Branching Temporal Logic of Calls and Returns for Pushdown Systems

TL;DR

This paper introduces BCARET, a branching temporal logic for pushdown systems that accounts for call-return matching, with effective model-checking methods applicable to malware detection.

Contribution

It defines BCARET logic for PDSs, providing a reduction-based model-checking approach for both standard and regular valuations.

Findings

Model-checking problems are reducible to emptiness problems of Alternating Büchi Pushdown Systems.

Effective algorithms are provided for verifying PDSs against BCARET formulas.

Applications include malware detection using the proposed logic and methods.

Abstract

Pushdown Systems (PDSs) are a natural model for sequential programs with (recursive) procedure calls.

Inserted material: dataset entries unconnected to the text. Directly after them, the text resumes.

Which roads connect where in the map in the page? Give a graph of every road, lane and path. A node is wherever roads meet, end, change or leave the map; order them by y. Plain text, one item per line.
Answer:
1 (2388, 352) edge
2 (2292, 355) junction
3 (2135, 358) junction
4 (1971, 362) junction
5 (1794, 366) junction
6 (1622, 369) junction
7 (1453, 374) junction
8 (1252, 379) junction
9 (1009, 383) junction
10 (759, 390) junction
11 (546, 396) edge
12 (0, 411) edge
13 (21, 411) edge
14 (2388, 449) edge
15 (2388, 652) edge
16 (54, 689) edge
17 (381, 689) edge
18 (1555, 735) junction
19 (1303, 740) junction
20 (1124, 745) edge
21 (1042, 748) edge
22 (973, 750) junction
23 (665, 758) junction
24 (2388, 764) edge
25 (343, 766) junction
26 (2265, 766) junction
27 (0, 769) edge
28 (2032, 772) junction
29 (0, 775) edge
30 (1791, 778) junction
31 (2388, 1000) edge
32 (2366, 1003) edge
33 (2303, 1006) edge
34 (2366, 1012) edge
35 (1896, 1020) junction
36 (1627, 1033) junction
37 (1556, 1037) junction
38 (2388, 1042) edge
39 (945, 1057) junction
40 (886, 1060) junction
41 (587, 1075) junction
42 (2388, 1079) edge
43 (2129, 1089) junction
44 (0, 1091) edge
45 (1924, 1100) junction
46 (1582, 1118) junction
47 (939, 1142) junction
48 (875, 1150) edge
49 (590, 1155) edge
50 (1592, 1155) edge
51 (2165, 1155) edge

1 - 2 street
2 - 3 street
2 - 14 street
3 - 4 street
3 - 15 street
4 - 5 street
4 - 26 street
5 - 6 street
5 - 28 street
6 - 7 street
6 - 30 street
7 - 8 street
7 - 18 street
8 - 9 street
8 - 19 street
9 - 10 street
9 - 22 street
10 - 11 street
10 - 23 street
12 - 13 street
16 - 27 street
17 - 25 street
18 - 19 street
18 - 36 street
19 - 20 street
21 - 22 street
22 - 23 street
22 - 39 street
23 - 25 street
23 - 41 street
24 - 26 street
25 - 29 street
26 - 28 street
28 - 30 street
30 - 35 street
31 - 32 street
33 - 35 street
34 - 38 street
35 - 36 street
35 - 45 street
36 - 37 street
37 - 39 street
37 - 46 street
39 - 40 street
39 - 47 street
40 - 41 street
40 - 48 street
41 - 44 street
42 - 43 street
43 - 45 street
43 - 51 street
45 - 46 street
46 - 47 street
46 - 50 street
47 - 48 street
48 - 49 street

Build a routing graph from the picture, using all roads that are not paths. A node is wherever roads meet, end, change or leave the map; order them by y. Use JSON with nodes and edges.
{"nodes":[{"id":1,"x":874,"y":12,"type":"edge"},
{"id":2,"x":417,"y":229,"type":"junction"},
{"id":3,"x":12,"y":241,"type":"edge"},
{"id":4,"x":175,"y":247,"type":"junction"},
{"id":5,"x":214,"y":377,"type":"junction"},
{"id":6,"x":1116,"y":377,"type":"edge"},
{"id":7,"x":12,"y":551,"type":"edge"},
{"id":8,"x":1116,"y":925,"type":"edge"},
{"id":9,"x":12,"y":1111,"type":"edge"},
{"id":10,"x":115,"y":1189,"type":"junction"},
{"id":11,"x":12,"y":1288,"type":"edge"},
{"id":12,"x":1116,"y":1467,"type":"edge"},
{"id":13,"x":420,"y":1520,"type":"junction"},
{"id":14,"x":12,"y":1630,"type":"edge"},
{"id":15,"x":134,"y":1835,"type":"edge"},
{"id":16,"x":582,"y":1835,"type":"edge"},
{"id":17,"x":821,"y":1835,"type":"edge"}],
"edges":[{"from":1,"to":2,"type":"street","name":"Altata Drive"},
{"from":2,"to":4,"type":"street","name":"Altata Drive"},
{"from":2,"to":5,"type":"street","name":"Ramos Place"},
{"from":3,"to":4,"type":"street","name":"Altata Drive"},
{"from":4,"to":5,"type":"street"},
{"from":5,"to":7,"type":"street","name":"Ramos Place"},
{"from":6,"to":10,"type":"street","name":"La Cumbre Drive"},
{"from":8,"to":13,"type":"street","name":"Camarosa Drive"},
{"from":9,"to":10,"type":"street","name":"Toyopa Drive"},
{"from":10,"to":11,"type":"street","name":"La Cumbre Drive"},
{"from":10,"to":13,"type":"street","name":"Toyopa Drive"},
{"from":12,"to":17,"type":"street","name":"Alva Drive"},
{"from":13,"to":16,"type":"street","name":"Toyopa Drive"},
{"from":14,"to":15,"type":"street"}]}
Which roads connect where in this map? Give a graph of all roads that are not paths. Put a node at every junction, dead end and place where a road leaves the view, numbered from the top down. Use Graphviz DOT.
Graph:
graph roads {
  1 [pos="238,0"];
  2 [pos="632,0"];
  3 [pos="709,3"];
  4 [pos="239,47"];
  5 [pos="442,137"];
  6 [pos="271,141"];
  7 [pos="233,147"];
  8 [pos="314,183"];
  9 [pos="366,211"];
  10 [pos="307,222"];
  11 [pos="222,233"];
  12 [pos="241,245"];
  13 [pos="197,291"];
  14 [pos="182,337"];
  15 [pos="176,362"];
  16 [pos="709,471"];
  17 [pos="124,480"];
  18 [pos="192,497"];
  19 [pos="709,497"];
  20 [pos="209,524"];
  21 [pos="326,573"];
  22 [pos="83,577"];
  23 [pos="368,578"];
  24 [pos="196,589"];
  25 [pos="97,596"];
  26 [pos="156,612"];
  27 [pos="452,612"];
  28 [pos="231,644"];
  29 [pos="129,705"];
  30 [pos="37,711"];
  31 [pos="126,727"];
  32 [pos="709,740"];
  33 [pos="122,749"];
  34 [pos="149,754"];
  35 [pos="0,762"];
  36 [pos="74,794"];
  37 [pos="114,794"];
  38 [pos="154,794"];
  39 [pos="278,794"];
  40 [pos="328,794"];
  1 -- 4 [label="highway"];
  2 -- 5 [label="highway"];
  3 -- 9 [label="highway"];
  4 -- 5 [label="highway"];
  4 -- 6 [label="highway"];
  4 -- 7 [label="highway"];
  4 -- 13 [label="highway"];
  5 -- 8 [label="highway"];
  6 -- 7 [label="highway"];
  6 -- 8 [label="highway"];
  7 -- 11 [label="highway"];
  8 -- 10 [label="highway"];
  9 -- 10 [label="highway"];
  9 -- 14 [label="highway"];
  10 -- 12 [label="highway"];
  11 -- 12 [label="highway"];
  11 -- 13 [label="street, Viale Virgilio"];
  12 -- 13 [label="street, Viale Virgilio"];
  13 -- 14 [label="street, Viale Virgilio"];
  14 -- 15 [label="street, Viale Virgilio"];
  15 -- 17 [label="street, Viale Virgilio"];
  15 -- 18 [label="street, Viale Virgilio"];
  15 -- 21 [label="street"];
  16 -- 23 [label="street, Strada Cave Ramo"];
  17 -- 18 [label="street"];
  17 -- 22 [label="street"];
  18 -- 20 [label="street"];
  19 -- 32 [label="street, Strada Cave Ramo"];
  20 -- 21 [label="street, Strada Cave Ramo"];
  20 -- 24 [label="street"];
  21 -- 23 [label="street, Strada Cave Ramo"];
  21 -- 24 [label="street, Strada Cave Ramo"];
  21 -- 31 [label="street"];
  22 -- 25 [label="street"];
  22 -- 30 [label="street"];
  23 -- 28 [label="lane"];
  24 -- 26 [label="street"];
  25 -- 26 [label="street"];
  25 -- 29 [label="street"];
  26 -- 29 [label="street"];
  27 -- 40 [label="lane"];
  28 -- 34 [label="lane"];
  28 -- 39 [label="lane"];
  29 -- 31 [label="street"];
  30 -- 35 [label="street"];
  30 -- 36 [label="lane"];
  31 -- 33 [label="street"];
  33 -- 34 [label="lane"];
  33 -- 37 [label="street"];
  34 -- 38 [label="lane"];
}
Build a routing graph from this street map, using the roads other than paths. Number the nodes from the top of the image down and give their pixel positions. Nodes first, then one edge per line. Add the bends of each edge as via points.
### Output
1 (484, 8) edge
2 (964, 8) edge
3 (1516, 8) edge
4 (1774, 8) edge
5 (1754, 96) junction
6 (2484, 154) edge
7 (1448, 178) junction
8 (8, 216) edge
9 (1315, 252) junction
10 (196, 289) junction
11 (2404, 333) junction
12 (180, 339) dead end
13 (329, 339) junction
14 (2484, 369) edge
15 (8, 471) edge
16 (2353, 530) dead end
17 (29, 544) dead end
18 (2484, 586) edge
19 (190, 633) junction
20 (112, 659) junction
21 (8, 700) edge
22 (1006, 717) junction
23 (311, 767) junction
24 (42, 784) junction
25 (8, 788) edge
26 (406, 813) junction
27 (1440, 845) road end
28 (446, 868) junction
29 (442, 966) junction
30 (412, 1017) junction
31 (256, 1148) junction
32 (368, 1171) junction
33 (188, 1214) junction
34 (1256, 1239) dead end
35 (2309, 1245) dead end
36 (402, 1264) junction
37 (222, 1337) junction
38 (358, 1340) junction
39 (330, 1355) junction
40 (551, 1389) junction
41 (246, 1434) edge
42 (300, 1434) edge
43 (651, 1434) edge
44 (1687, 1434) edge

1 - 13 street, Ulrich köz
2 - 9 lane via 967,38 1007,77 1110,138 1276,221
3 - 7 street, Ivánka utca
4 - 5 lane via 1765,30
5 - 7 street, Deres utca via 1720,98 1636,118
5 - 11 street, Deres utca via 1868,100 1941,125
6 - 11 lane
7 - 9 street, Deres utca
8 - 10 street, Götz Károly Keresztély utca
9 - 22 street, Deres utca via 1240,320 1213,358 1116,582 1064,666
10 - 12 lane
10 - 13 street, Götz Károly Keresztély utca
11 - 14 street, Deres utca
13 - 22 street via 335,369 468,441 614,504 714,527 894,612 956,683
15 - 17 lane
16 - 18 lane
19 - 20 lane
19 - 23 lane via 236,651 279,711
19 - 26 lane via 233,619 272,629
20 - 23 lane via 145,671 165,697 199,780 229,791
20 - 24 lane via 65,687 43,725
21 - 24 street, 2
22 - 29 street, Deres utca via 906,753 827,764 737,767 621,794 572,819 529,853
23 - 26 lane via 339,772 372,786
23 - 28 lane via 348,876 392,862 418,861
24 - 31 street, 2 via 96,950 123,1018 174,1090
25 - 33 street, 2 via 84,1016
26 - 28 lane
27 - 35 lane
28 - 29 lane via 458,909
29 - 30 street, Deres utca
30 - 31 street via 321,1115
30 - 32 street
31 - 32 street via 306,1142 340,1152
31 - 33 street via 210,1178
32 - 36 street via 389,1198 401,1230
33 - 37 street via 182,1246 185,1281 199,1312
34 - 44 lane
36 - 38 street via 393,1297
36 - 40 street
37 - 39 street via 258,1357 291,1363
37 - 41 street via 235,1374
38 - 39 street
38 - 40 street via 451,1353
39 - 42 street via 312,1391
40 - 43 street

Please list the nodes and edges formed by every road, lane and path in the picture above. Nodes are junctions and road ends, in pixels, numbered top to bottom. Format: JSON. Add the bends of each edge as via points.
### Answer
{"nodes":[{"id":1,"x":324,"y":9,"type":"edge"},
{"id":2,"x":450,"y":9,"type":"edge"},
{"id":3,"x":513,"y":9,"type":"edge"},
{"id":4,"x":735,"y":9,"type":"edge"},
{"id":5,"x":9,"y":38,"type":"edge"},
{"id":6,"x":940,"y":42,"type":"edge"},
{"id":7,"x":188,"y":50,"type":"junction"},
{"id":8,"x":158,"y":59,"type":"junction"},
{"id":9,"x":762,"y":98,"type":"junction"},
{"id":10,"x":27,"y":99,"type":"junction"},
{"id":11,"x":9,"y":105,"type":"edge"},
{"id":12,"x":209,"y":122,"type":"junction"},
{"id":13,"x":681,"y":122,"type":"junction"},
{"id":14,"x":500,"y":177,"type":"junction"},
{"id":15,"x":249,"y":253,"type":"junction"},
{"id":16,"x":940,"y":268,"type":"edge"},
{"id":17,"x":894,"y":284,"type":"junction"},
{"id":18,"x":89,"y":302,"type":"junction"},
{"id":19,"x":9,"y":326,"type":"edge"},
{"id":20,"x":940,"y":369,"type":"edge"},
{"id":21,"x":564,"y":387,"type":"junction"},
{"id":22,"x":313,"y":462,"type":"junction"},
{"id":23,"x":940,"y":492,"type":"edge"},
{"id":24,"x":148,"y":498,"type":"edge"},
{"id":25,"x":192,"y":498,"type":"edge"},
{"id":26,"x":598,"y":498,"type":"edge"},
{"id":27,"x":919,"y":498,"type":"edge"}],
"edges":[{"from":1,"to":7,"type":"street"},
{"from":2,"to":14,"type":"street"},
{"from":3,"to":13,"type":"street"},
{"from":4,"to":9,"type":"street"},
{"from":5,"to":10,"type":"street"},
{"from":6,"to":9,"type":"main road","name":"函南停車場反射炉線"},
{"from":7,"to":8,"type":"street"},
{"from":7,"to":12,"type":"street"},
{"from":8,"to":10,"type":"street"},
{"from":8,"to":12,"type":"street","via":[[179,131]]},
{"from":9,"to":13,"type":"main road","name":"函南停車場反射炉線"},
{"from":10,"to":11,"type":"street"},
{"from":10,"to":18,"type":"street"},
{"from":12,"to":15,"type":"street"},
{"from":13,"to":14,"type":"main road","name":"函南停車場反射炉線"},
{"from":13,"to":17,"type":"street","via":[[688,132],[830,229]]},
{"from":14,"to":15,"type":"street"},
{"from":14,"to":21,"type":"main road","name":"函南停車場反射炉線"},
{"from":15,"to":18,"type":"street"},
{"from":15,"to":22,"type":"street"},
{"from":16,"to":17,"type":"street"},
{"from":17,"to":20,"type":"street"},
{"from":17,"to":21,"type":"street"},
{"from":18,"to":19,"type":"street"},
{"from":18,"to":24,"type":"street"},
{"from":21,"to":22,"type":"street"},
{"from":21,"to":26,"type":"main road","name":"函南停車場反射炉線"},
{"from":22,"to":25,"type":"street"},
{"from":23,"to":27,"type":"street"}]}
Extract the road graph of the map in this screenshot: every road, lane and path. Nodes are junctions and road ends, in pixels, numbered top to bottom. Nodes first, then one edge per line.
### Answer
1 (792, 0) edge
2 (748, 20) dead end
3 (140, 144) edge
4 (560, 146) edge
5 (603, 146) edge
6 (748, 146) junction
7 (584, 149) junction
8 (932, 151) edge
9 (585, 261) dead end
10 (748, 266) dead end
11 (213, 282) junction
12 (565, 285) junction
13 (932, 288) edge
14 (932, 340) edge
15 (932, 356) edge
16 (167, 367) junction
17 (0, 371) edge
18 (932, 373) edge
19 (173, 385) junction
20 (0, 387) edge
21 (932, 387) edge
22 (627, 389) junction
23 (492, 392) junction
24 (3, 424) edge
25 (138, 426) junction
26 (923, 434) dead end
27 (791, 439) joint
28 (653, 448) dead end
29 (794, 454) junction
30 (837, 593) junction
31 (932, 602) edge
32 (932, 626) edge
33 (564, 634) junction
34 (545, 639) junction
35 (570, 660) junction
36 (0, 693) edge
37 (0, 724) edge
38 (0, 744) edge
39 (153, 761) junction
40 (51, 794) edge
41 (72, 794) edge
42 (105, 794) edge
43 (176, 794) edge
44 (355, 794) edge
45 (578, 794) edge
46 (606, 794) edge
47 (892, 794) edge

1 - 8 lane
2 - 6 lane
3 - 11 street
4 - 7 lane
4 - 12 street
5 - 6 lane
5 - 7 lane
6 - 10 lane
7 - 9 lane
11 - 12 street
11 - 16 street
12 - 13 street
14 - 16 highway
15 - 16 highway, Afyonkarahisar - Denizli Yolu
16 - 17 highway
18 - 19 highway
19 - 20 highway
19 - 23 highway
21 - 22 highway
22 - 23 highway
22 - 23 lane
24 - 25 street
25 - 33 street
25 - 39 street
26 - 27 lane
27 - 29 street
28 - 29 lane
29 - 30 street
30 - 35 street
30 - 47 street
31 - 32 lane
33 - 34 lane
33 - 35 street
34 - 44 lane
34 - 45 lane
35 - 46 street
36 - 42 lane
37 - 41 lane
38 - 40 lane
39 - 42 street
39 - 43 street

In this work, we define the Branching temporal logic of CAlls and RETurns (BCARET) that allows to write branching temporal formulas while taking into account the matching between calls and returns. We consider the model-checking problem of PDSs against BCARET formulas with "standard" valuations (where an atomic proposition holds at a configuration c or not depends only on the control state of c, not on its stack) as well as regular valuations (where the set of configurations in which an atomic proposition holds is regular). We show that these problems can be effectively solved by a reduction to the emptiness problem of Alternating B\"uchi Pushdown Systems. We show that our results can be applied for malware detection.